Written by: Yangz, Techub News
In the never-sleeping Web3 world, April 18 was originally just an ordinary day. However, for the liquidity re-staking track and the entire DeFi ecosystem, a "quake" worthy of being recorded in history quietly unfolded on-chain. In less than an hour, hackers (allegedly the Lazarus Group) utilized the Kelp DAO's cross-chain bridge to mint 116,500 rsETH out of thin air, worth approximately 292 million dollars. Considering that rsETH is widely used as collateral, the hackers did not rush to dump it but instead transferred these worthless "air certificates" into mainstream lending protocols like Aave, extracting approximately 236 million dollars in ETH and directly pushing top protocols like Aave into the abyss of bad debts.
This is not the first time a cross-chain bridge has been attacked, but this time it tore open a long-standing wound in the Web3 industry: when there is a vacuum in the handover between underlying infrastructure (protocol layer) and superstructure (application layer), who should pay for the vanished billions in assets?
In the following more than half a month, this crisis performance has turned into a public game about technology, responsibility, and power. From the initial "mutual blame" to the current "proactive acceptance of responsibility" by LayerZero's CEO, this has marked a phased conclusion for this debate on the boundaries of responsibility.

The Deadly "1/1 DVN"
To understand this debate, one must first dissect the hacker's attack method. Interestingly, this attack did not stem from a complicated smart contract vulnerability; the root of the problem lies in a configuration parameter: 1-of-1 DVN.

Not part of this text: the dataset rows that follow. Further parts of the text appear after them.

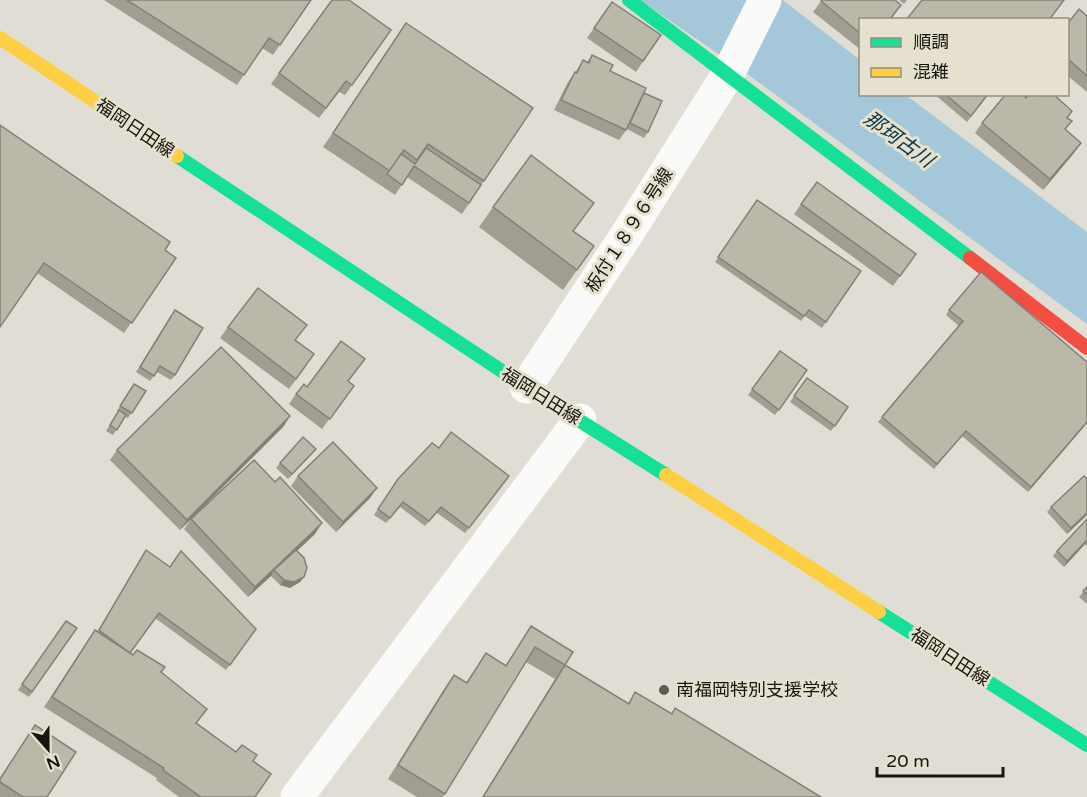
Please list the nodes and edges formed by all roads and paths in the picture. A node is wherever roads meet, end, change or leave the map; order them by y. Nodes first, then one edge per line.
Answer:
1 (629, 0) edge
2 (765, 0) edge
3 (4, 47) edge
4 (729, 72) junction
5 (1087, 348) edge
6 (526, 387) junction
7 (580, 420) junction
8 (1087, 745) edge
9 (297, 797) edge

1 - 4 main road
2 - 4 street, 板付１８９６号線
3 - 6 main road, 福岡日田線
4 - 5 main road
4 - 6 street, 板付１８９６号線
6 - 7 main road, 福岡日田線
7 - 8 main road, 福岡日田線
7 - 9 street

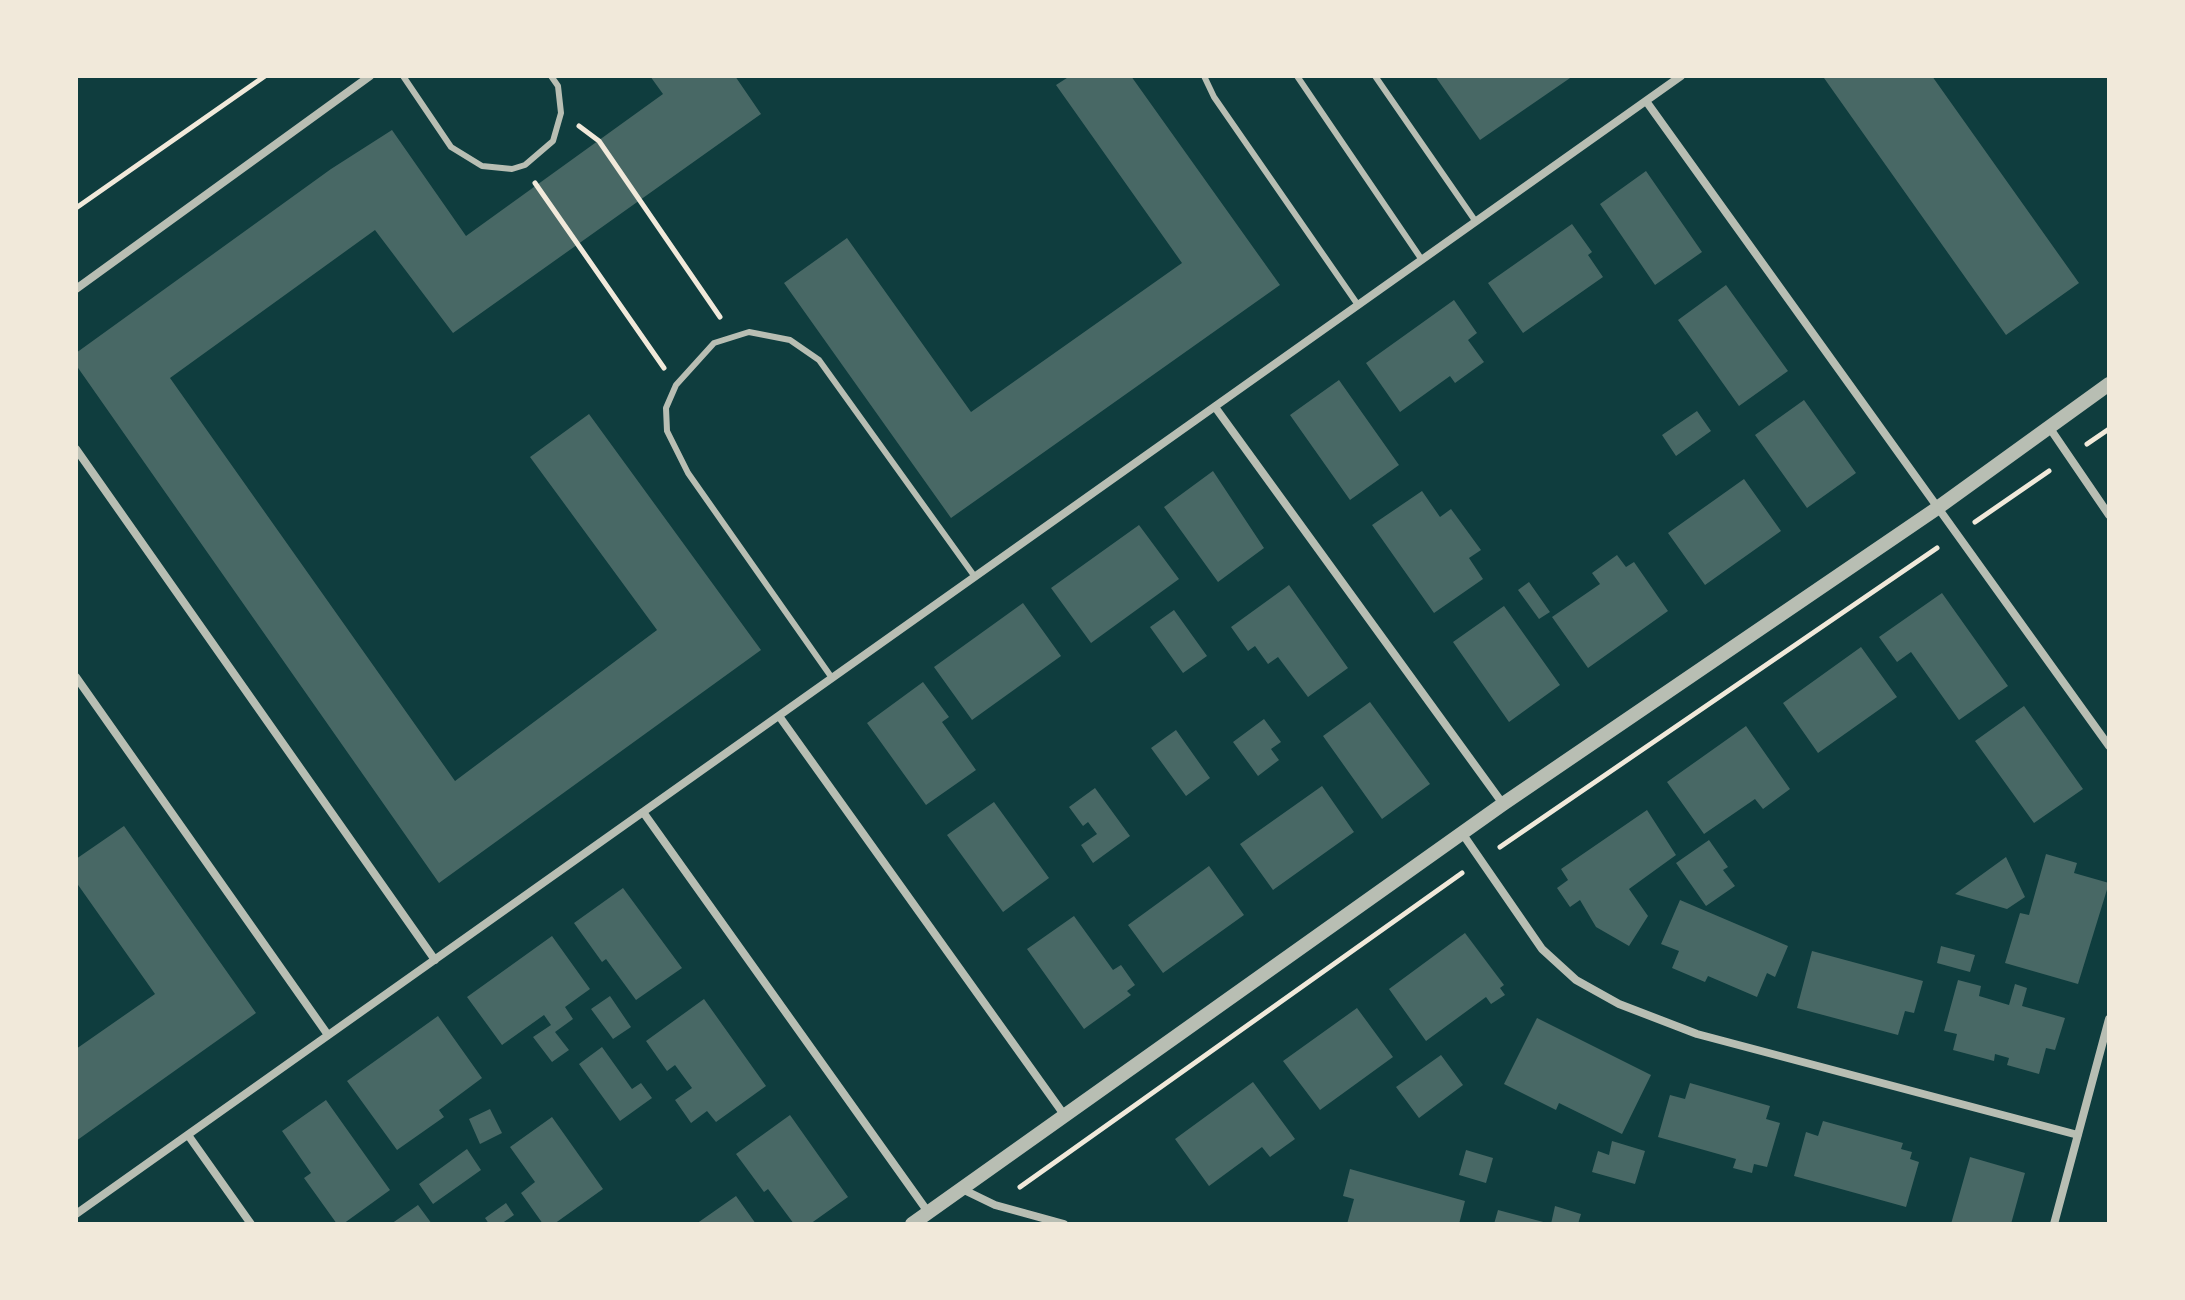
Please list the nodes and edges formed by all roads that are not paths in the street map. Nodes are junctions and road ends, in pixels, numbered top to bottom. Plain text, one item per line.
1 (370, 76) edge
2 (403, 76) edge
3 (551, 76) edge
4 (1204, 76) edge
5 (1297, 76) edge
6 (1375, 76) edge
7 (1681, 76) edge
8 (1646, 101) junction
9 (1476, 222) junction
10 (1422, 260) junction
11 (76, 289) edge
12 (1358, 305) junction
13 (2109, 384) edge
14 (1215, 407) junction
15 (2049, 427) junction
16 (76, 449) edge
17 (1936, 509) junction
18 (2109, 515) edge
19 (975, 577) junction
20 (76, 677) edge
21 (832, 678) junction
22 (779, 716) junction
23 (2109, 746) edge
24 (1503, 804) junction
25 (643, 812) junction
26 (1462, 833) junction
27 (435, 960) junction
28 (2109, 1019) edge
29 (328, 1035) junction
30 (1065, 1116) junction
31 (188, 1135) junction
32 (2078, 1135) junction
33 (961, 1189) junction
34 (928, 1212) junction
35 (76, 1214) edge
36 (251, 1224) edge
37 (912, 1224) edge
38 (1064, 1224) edge
39 (2054, 1224) edge

1 - 11 street
2 - 3 lane
4 - 12 lane
5 - 10 lane
6 - 9 lane
7 - 8 street
8 - 9 street
8 - 17 street
9 - 10 street
10 - 12 street
12 - 14 street
13 - 15 street
14 - 19 street
14 - 24 street
15 - 17 street
15 - 18 street
16 - 27 street
17 - 23 street
17 - 24 street
19 - 21 street
19 - 21 lane
20 - 29 street
21 - 22 street
22 - 25 street
22 - 30 street
24 - 26 street
25 - 27 street
25 - 34 street
26 - 30 street
26 - 32 street
27 - 29 street
28 - 32 street
29 - 31 street
30 - 33 street
31 - 35 street
31 - 36 street
32 - 39 street
33 - 34 street
33 - 38 street
34 - 37 street

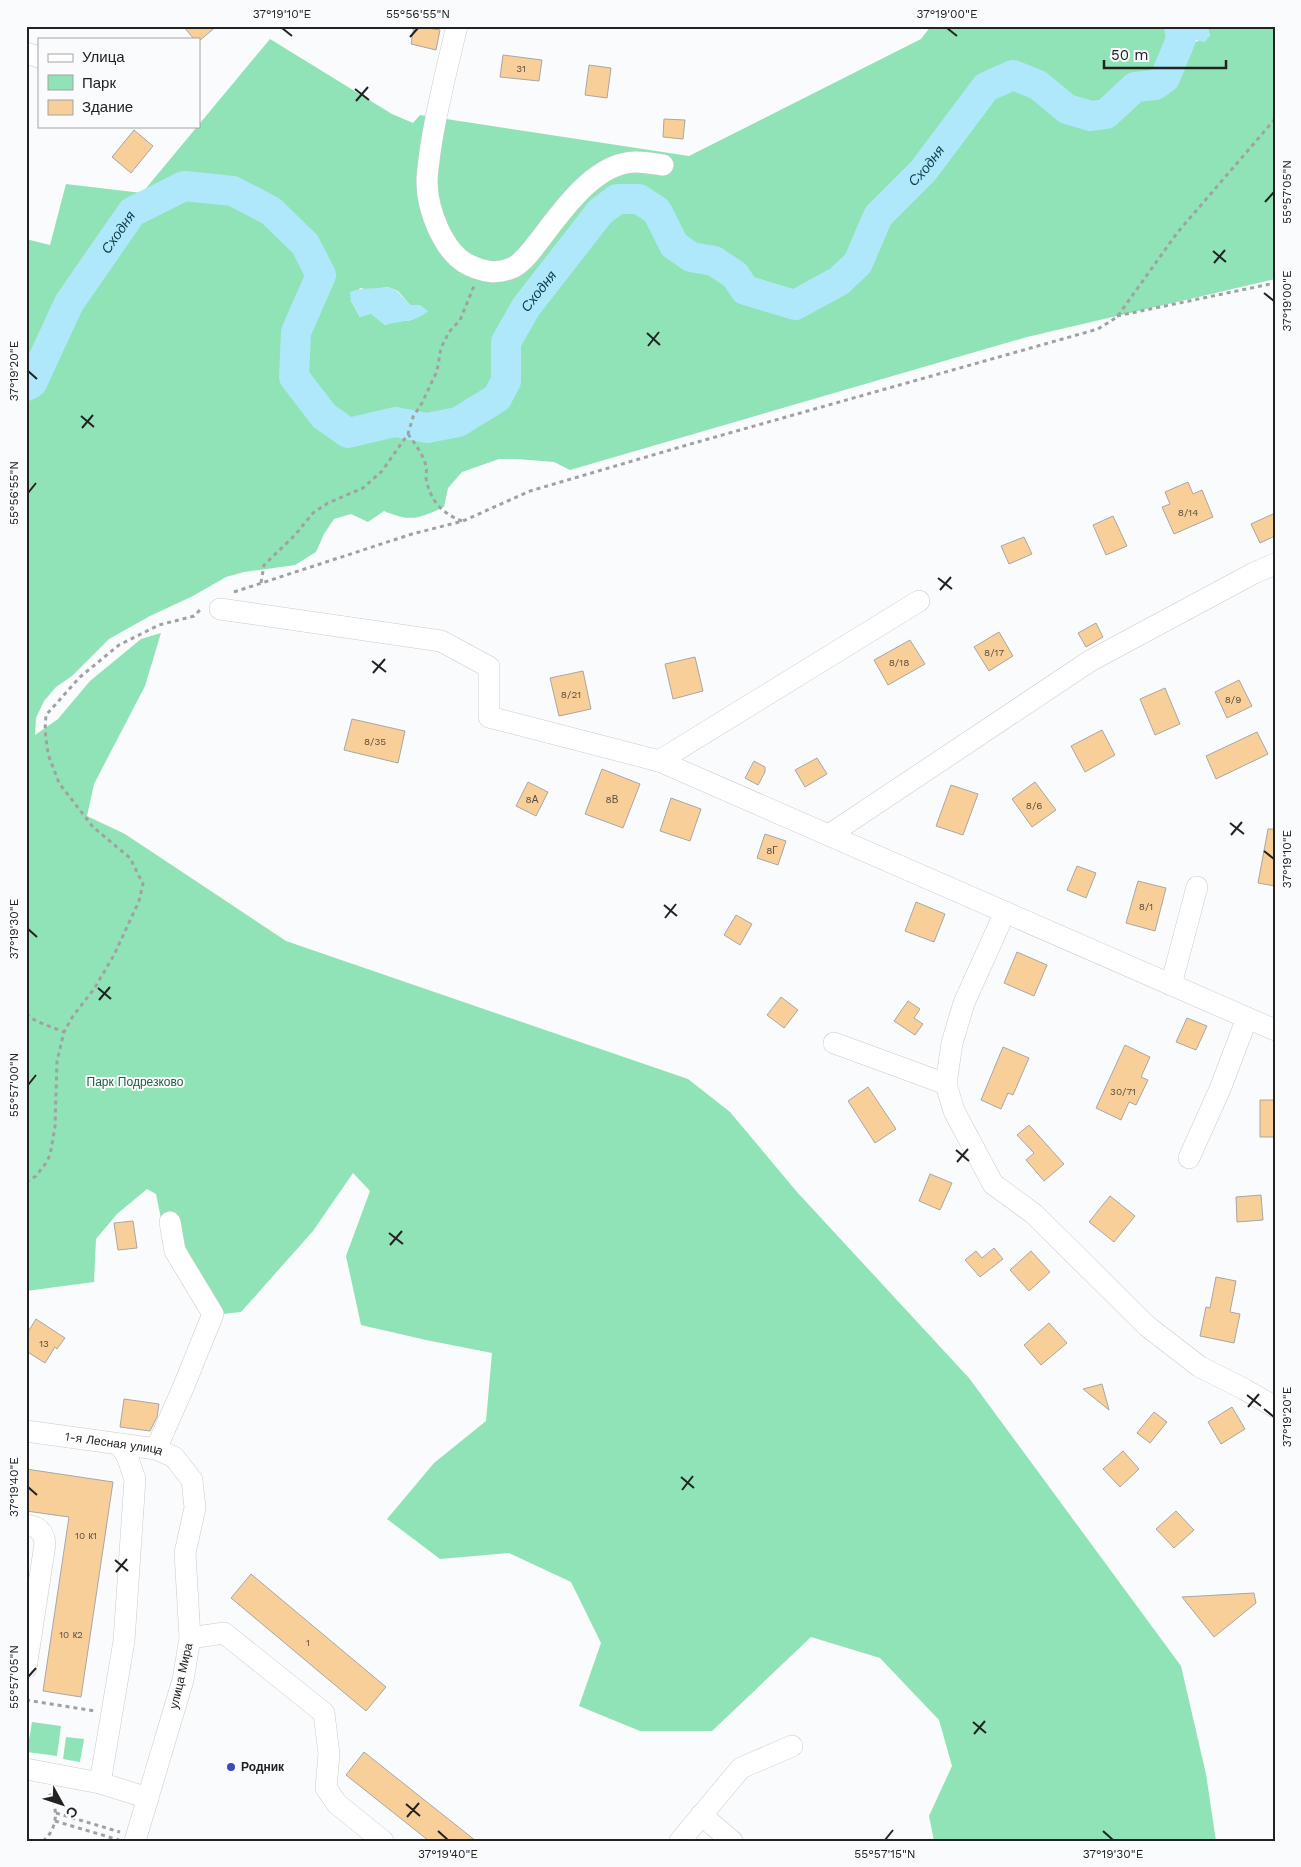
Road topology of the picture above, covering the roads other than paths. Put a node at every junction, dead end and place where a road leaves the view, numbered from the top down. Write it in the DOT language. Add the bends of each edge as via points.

This so-called DVN, or decentralized validator network, is the component responsible for validating cross-chain messages in the LayerZero V2 architecture. A 1-of-1 configuration means that as long as one validator signs, the cross-chain message is considered valid and executed. Worse, the operation rights for this "key" are not fully in Kelp's hands but rely on the underlying RPC nodes. The hacker poisoned the RPC node in coordination with a DDoS attack, hijacked the only validator node, and fed it false "source chain destruction records." The validator believed it and signed, leading to this large amount of assets being created out of thin air.
So, the key question is: who should bear the blame for this "1/1 DVN" issue?
Blame-shifting: The Collision of Two Logics
In the initial period following the attack, public opinion was originally tilted towards LayerZero. Social media was filled with scornful jibes at Kelp DAO: as a top protocol managing hundreds of millions of dollars, it was almost unforgivable to use a "paperlock" like 1/1 single validator.
However, when Kelp presented its "official manual" on April 21, a dramatic reversal of public opinion occurred. Kelp's core argument was a single statement: if the official documentation and default configurations themselves are dangerous, then the responsibility lies with the party that wrote the documentation and set the defaults. This is not a user configuration error, but a "guiding defect" of the product itself. Although LayerZero's CEO Bryan Pellegrino repeatedly stressed in response to doubts that this is a choice of the application layer, not a vulnerability of the protocol layer, the focus of blame began to shift from Kelp's "execution incompetence" to LayerZero's "systemic arrogance"—knowing that the default configuration carries risks yet still presenting it as a standard example for quick onboarding.
Additionally, the voices of third-party developers further amplified the controversy. Yearn core developer banteg discovered through a technical review that LayerZero V2's quick start guide used this dangerous single-source verification as the default setting on Ethereum, BNB Chain, Polygon, Arbitrum, and Optimism. The criticism from Chainlink community leader Zach Rynes was even more biting: he accused LayerZero of using users who follow its official guidance as "scapegoats" to cover up the vulnerability of its own infrastructure in the face of a top-tier hacker attack.
So, who is right and who is wrong? In fact, neither is entirely right nor entirely wrong. The essence of this debate is a collision of two logics. One is the "geek ethics": tools are neutral, and users should be responsible for their choices. The other is the "safe default principle": the factory settings of a product should be at the highest level of safety. Users may choose to lower the threshold for convenience, but the product should not guide users into danger.